For quite a few time, Gold has long been seen as a reliable asset and a solid way to guard against inflation risks. However, as times change, fewer people are leaning towards physical gold. Instead, many are opting for financial gold, like Exchange Traded Funds (ETFs). Investing in ETFs can yield better returns than traditional gold, plus you can benefit from long-term capital gains tax exemptions.

 

So, what exactly are ETFs? They’re financial instruments tied to gold, available as mutual funds or exchange-traded funds. Essentially, ETFs represent a digital version of gold, often referred to as financial gold. According to the Association of Mutual Funds in India, there was a whopping 216% increase in ETF net inflows in 2024.

 

How do you buy and sell them? ETFs track the prices of physical gold, and you can trade them on the stock exchange anytime. The cool part is that you won’t have to pay any making charges, which are typically around 12 to 15% when buying gold jewelry.

 

And what about capital gains tax? If you hold your ETFs for over 12 months, you get a 12.5% indexation benefit on long-term capital gains, down from the previous 20%.

 

There are 5 different types of ETFs

 

Gold ETFs, or Gold Exchange Traded Funds, let investors trade gold electronically. They’ve been available in India since 2007 and are regulated by the NSE and BSE.

 

Index ETFs track indices like Nifty or Sensex, so their prices move in sync with those indices. Currency ETFs allow you to get involved in the currency market without actually buying a specific currency.

 

Bond ETFs invest in bonds that correspond to their underlying index.
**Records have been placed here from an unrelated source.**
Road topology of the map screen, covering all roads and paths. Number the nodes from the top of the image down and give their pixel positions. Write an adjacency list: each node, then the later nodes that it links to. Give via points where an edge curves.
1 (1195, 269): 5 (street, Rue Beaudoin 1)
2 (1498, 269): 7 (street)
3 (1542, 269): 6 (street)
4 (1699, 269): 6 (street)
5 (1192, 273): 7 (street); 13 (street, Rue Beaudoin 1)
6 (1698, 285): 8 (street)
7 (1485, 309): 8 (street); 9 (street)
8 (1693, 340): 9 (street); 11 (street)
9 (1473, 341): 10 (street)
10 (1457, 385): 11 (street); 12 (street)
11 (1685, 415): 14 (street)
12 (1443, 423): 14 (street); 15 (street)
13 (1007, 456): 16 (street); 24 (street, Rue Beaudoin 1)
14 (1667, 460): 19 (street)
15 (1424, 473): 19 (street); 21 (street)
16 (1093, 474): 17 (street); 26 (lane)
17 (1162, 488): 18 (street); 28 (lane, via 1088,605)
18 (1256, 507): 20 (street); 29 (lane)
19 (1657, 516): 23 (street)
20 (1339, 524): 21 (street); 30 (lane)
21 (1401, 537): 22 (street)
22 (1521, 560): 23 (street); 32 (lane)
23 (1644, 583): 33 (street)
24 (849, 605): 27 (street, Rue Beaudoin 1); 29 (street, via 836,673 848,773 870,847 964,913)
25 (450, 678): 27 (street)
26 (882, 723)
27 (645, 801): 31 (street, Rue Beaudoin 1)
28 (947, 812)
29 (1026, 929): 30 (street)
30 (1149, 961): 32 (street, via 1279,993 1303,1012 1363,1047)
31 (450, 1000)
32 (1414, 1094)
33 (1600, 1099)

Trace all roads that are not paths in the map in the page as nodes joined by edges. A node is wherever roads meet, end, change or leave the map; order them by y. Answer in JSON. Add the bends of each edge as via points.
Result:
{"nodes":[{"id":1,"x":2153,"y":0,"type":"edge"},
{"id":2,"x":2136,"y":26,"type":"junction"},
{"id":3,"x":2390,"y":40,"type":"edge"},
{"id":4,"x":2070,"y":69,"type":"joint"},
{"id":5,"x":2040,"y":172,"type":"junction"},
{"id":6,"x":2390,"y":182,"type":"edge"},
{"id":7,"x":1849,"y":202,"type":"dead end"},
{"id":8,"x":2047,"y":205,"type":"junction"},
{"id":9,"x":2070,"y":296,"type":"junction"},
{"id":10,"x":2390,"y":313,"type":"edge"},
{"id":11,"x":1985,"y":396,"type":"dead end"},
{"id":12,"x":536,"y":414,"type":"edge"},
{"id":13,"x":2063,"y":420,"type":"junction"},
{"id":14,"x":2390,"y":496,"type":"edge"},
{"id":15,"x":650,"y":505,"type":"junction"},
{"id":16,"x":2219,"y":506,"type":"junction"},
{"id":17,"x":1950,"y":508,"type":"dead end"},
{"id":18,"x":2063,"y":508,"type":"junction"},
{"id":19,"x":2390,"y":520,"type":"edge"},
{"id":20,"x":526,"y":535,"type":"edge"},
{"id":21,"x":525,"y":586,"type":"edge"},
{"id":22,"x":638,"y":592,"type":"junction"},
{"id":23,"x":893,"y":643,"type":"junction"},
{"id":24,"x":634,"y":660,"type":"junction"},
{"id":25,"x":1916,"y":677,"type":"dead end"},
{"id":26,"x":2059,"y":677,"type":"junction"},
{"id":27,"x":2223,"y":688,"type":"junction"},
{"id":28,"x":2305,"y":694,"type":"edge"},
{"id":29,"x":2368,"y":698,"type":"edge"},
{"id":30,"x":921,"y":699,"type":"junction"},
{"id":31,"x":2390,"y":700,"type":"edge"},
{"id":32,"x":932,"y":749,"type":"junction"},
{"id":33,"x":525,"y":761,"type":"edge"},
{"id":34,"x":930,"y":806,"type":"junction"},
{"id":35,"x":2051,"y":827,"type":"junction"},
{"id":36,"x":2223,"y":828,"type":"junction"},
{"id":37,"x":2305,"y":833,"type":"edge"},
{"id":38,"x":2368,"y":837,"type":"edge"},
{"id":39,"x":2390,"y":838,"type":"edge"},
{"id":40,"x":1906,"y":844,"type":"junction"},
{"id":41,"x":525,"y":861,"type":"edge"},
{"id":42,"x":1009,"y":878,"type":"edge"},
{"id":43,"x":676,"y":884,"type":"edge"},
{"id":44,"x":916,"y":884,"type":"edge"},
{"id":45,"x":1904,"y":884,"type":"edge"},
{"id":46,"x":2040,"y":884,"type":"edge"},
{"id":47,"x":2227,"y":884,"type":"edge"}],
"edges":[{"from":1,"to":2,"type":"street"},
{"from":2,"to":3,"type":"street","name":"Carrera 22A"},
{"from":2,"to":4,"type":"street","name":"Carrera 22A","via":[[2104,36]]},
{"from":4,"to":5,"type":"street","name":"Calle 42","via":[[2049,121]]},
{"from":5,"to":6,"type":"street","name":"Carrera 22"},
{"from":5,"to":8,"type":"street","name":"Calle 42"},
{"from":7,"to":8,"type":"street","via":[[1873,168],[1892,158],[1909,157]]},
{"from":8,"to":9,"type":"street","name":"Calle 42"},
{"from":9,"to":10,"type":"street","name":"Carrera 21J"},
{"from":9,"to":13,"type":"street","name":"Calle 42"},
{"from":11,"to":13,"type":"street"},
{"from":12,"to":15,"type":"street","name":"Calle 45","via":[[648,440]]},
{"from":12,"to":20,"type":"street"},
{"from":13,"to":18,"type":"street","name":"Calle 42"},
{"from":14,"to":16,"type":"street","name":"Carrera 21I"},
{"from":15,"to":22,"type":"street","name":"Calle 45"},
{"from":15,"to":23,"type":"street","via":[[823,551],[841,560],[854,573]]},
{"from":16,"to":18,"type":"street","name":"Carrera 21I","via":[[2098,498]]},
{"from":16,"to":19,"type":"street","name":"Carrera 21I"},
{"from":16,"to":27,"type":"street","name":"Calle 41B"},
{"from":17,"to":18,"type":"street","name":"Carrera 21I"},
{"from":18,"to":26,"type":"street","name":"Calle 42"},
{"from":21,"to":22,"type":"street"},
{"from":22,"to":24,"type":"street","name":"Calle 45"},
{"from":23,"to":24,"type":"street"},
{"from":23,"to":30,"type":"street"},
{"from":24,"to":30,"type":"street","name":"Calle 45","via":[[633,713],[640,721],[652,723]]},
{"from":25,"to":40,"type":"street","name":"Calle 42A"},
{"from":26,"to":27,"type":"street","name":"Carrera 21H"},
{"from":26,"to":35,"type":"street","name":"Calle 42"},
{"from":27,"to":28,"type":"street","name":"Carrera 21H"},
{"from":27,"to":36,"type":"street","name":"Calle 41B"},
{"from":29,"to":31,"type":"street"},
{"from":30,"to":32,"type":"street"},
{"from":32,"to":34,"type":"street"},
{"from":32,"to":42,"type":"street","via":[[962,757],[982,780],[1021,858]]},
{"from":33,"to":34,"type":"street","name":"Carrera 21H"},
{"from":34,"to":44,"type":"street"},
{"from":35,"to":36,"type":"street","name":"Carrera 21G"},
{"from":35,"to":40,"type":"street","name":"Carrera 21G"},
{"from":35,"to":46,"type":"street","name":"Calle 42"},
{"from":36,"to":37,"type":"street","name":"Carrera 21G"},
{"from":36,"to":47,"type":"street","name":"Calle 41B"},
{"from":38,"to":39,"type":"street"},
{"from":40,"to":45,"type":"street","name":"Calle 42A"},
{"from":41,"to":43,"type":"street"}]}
On the other hand, sector ETFs focus solely on stocks and securities from a particular industry.

 

So, what are the perks of ETFs? You can keep an eye on gold prices by trading ETFs just like stocks. They offer daily investment updates, making everything more transparent. Plus, they’re super easy to buy and sell, and you can diversify your investments across various sectors. Another bonus? There’s no income tax on ETF dividends, and their expense ratios are generally lower than those of mutual funds.

 

Desclaimer: For any financial invest anywhere on your own responsibility, Times Bull will not be responsible for it.